ABOUT THIS EXERCISE → Start at the line that contains "I need the junctions". Repeat it and each line after it, exactly, up to and including the final line of the data.

[Stored data entries]
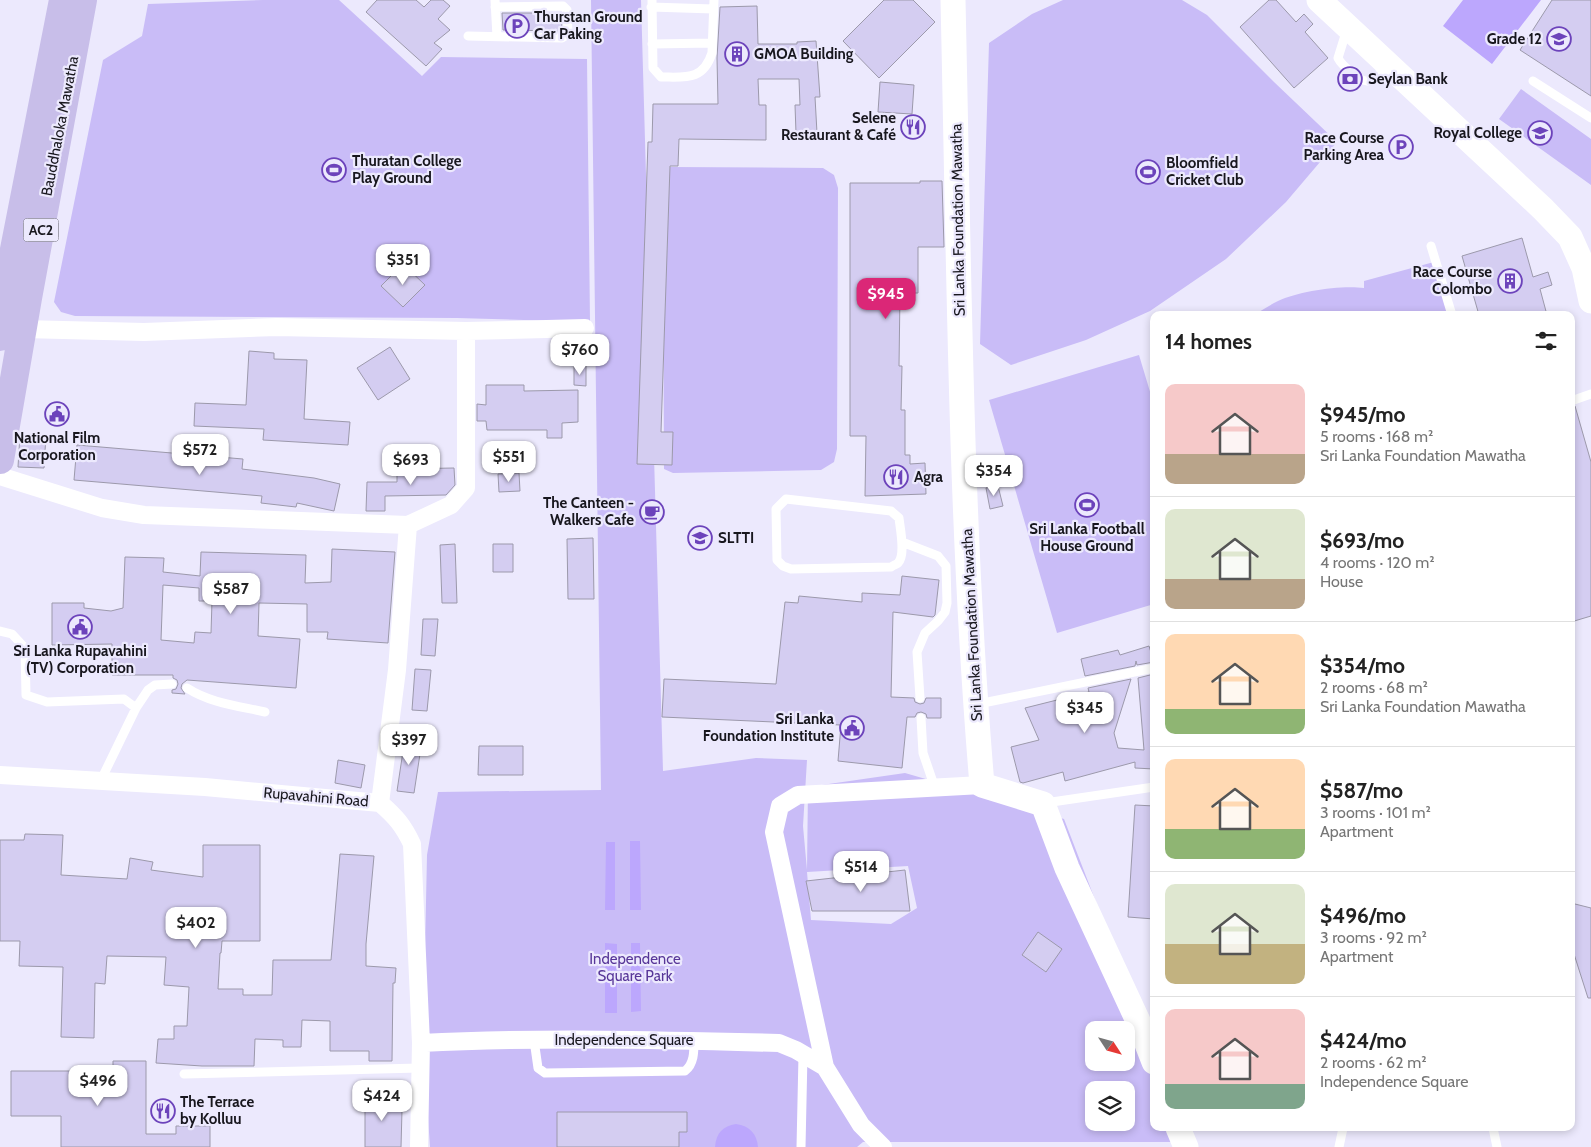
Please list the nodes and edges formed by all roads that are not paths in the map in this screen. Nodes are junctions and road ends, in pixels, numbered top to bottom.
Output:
1 (63, 0) edge
2 (84, 0) edge
3 (953, 0) edge
4 (1319, 0) edge
5 (495, 3) edge
6 (651, 4) edge
7 (714, 5) edge
8 (468, 36) dead end
9 (497, 37) junction
10 (712, 43) junction
11 (652, 44) junction
12 (1533, 80) dead end
13 (1591, 118) edge
14 (1581, 237) edge
15 (1431, 246) dead end
16 (1591, 301) edge
17 (1451, 311) edge
18 (6, 328) edge
19 (585, 328) dead end
20 (466, 331) junction
21 (1591, 394) edge
22 (1575, 400) edge
23 (0, 460) edge
24 (0, 476) edge
25 (408, 525) junction
26 (902, 542) junction
27 (0, 632) edge
28 (1150, 669) edge
29 (172, 684) dead end
30 (187, 688) dead end
31 (920, 698) dead end
32 (975, 705) junction
33 (136, 708) junction
34 (265, 712) dead end
35 (921, 718) dead end
36 (0, 775) edge
37 (101, 780) junction
38 (982, 786) junction
39 (935, 788) junction
40 (1150, 788) edge
41 (380, 803) junction
42 (1043, 804) junction
43 (534, 1040) junction
44 (694, 1041) junction
45 (421, 1043) junction
46 (1150, 1052) edge
47 (803, 1054) junction
48 (825, 1067) junction
49 (419, 1068) junction
50 (184, 1074) dead end
51 (1179, 1131) edge
52 (1343, 1131) edge
53 (1493, 1131) edge
54 (419, 1147) edge
55 (801, 1147) edge
56 (883, 1147) edge
57 (1186, 1147) edge
58 (1340, 1147) edge
59 (1496, 1147) edge

1 - 18 main road, Bauddhaloka Mawatha / AC2
2 - 18 main road, Bauddhaloka Mawatha / AC2
3 - 32 street, Sri Lanka Foundation Mawatha
4 - 14 street
5 - 9 lane
5 - 9 lane
6 - 7 lane
6 - 11 lane
7 - 10 lane
8 - 9 lane
10 - 11 lane
10 - 11 lane
12 - 13 lane
14 - 16 street
15 - 17 lane
18 - 20 street
18 - 23 main road, Bauddhaloka Mawatha / AC2
19 - 20 street
20 - 25 street
21 - 22 lane
24 - 25 street
25 - 41 street
26 - 26 lane
26 - 31 lane
27 - 33 lane
28 - 32 lane
29 - 33 lane
30 - 34 lane
32 - 38 street, Sri Lanka Foundation Mawatha
33 - 37 lane
35 - 39 lane
36 - 37 street, Rupavahini Road
37 - 41 street, Rupavahini Road
38 - 39 street
38 - 42 street
39 - 48 street
40 - 42 lane
41 - 45 street, Rupavahini Road
42 - 46 street
43 - 44 street, Independence Square
43 - 44 lane
43 - 45 street, Independence Square
44 - 47 street, Independence Square
45 - 49 street
47 - 48 street, Independence Square
47 - 55 lane
48 - 56 street, Independence Square
49 - 50 lane
49 - 54 street
51 - 57 street
52 - 58 lane
53 - 59 lane

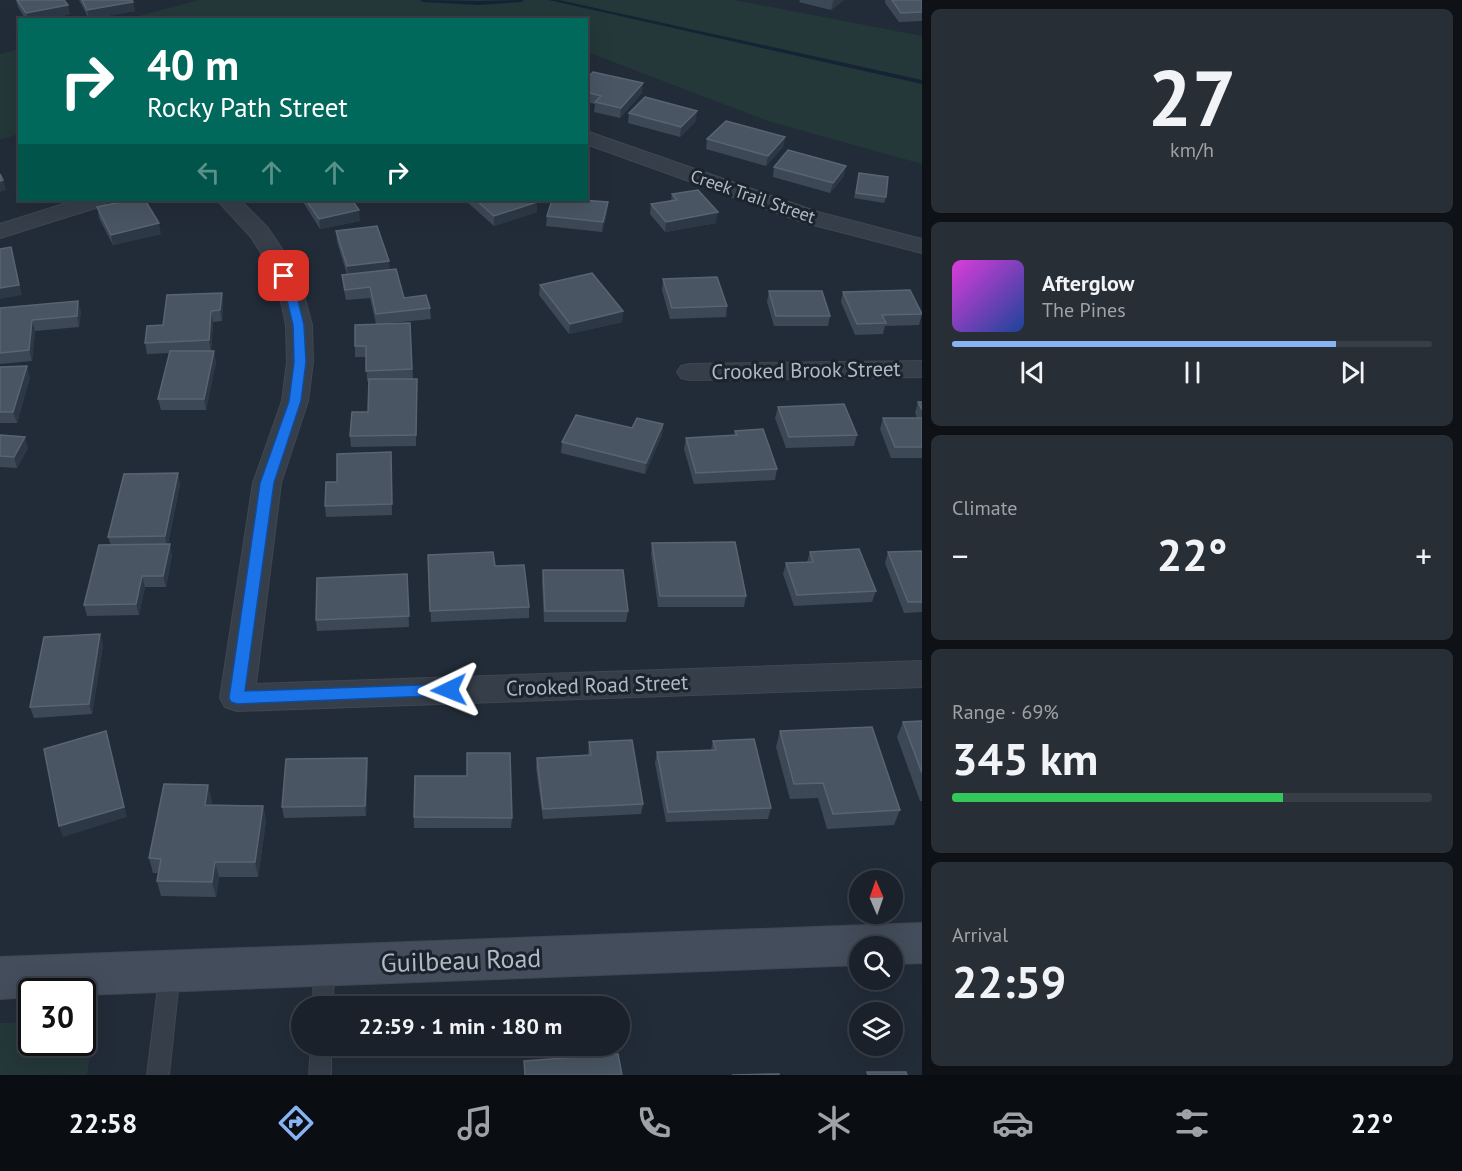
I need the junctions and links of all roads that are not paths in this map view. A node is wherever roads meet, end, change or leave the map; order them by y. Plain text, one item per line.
1 (588, 138) edge
2 (94, 201) edge
3 (229, 201) edge
4 (0, 231) edge
5 (922, 246) edge
6 (922, 369) edge
7 (690, 372) dead end
8 (922, 674) edge
9 (922, 943) edge
10 (170, 971) junction
11 (0, 978) edge
12 (324, 986) edge
13 (321, 1056) edge
14 (158, 1075) edge
15 (320, 1075) edge

1 - 5 street, Creek Trail Street
2 - 4 street
3 - 8 street, Crooked Road Street
6 - 7 street, Crooked Brook Street
9 - 12 main road, Guilbeau Road
10 - 11 main road, Guilbeau Road
10 - 12 main road, Guilbeau Road
10 - 14 lane
13 - 15 lane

RESPONSE TO THE EXERCISE →
I need the junctions and links of all roads that are not paths in this map view. A node is wherever roads meet, end, change or leave the map; order them by y. Plain text, one item per line.
1 (588, 138) edge
2 (94, 201) edge
3 (229, 201) edge
4 (0, 231) edge
5 (922, 246) edge
6 (922, 369) edge
7 (690, 372) dead end
8 (922, 674) edge
9 (922, 943) edge
10 (170, 971) junction
11 (0, 978) edge
12 (324, 986) edge
13 (321, 1056) edge
14 (158, 1075) edge
15 (320, 1075) edge

1 - 5 street, Creek Trail Street
2 - 4 street
3 - 8 street, Crooked Road Street
6 - 7 street, Crooked Brook Street
9 - 12 main road, Guilbeau Road
10 - 11 main road, Guilbeau Road
10 - 12 main road, Guilbeau Road
10 - 14 lane
13 - 15 lane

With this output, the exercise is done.